MEDICAL RECORD REVIEW

Review of the physician's history and physical date 4/12/10, revealed the following information: Patient 1 was a 74 year old male who was admitted to the LTAC ( Long Term Acute Care Hospital), on 4/12/10, from the intensive care unit of an acute care hospital. His diagnoses were: bladder cancer, cystectomy with ileo-conduit. The patient's abdominal surgical wound dehisced, (the sutures opening spontaneously). This happened twice during patient 3's acute hospitalization. Upon admission to the LTAC patient 3's surgical wound was open down to the abdominal fascia. and required intensive wound care including a wound pump.

1. Review of the physician's dictated history and physical dated, 4/12/10, documented that patient 3 required ongoing intensive care including restraints. The physician documented that patient 3 also required ativan and other psychiatric medications to control his delirium, agitation and protect his multiple medical tubings.

2. The physician documented that patient 3 pulled out his feeding tube, wound vac pump, and other vital medical lines multiple times placing the patient's safety at risk. Review of the physician's orders revealed that patient 3's psychoactive medications were changed multiple times in an attempt to control patient 3's delirium caused agitation and aggression.

3. Interview with patient 3's wife revealed that when patient 3 arrived at the LTAC he was having problems with confusion and agitation. She stated that the patient became so agitated that the staff had difficulty keeping him in bed. She stated that the facility did not provide a "sitter" to stay with the patient and did not contact the family to come in and sit with the patient. The wife stated that she and her daughter came in to visit patient 3 and found him tied to the bed with a bed sheet. She stated that the sheet was placed over his chest and under his arm pit and was wrapped around the head board and tied. She stated that the sheet was tied with a knot behind the headboard. She stated that the knot was so tight she could not undo it. She stated that the staff informed her that they could not remove the sheet because the physician had ordered restraints and because of the patient's agitation they could not keep him in bed. The wife stated that patient 3 was complaining of having difficulty breathing and was struggling to get out of bed. She stated that the bed sheet was kept on patient 3 for several hours.
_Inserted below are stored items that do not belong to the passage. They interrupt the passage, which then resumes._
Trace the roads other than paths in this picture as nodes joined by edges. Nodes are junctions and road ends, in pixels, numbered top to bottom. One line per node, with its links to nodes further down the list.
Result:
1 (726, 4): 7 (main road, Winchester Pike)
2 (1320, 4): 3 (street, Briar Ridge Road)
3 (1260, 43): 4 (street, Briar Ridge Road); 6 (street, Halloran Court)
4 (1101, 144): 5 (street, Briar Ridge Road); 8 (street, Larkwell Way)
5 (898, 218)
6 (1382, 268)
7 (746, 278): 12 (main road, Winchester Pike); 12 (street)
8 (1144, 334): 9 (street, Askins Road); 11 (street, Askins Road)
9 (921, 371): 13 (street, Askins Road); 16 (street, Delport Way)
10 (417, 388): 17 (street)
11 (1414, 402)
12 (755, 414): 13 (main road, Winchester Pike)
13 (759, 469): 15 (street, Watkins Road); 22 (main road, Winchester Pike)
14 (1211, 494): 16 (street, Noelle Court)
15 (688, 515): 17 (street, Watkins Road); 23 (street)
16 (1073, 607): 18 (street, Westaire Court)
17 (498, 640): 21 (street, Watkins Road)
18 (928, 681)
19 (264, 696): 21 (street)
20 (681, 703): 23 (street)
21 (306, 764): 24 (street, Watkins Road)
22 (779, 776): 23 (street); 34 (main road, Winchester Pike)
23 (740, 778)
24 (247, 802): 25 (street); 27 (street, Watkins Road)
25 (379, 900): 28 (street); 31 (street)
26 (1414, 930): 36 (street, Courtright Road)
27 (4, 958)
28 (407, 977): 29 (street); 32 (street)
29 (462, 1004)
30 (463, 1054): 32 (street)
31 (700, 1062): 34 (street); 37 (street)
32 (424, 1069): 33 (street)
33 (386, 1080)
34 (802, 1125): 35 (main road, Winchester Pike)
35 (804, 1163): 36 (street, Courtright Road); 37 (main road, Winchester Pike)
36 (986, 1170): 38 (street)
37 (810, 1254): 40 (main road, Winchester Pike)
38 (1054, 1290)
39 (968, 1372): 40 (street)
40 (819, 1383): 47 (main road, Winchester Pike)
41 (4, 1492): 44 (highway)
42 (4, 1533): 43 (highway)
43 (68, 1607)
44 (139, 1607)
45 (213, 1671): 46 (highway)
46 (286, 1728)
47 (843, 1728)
4. An interview was conducted with the chief nursing officer on 8/12/10. He stated that he was aware of the incident where an employee tied patient 3 down with a bed sheet. He stated that using a bed sheet for restraint was not appropriate and that the sheet was applied by a nurses aide who was not aware that it was not appropriate to do this. He stated the aide was frustrated, desperate and not knowing what else to do he used the bed sheet to keep patient 3 in bed. He stated that when the nurse found out about the bed sheet it was removed and a proper chest restraint was applied. He stated that patient was extremely agitated to the point of being violent and combative. He stated that patient 3 would hit, bite and kick the staff to the point that the staffs safety was an issue. He stated that providing a sitter was considered, but not implemented because of concerns for the staff's safety. He stated that anyone in the room, including the family seemed to increase the patient's agitation. He stated that the physician tried several different combinations of psychoactive medications to ease patient 3's agitation and decrease the need for physical restraints. The chief nursing officer stated that about mid-way through patient 3's stay the patient's delirium started to clear. He stated the patient became cooperative and and was nice. He stated that patient 3 became able to participate in his therapies and was discharged from the LTAC to another facility for rehabilitation.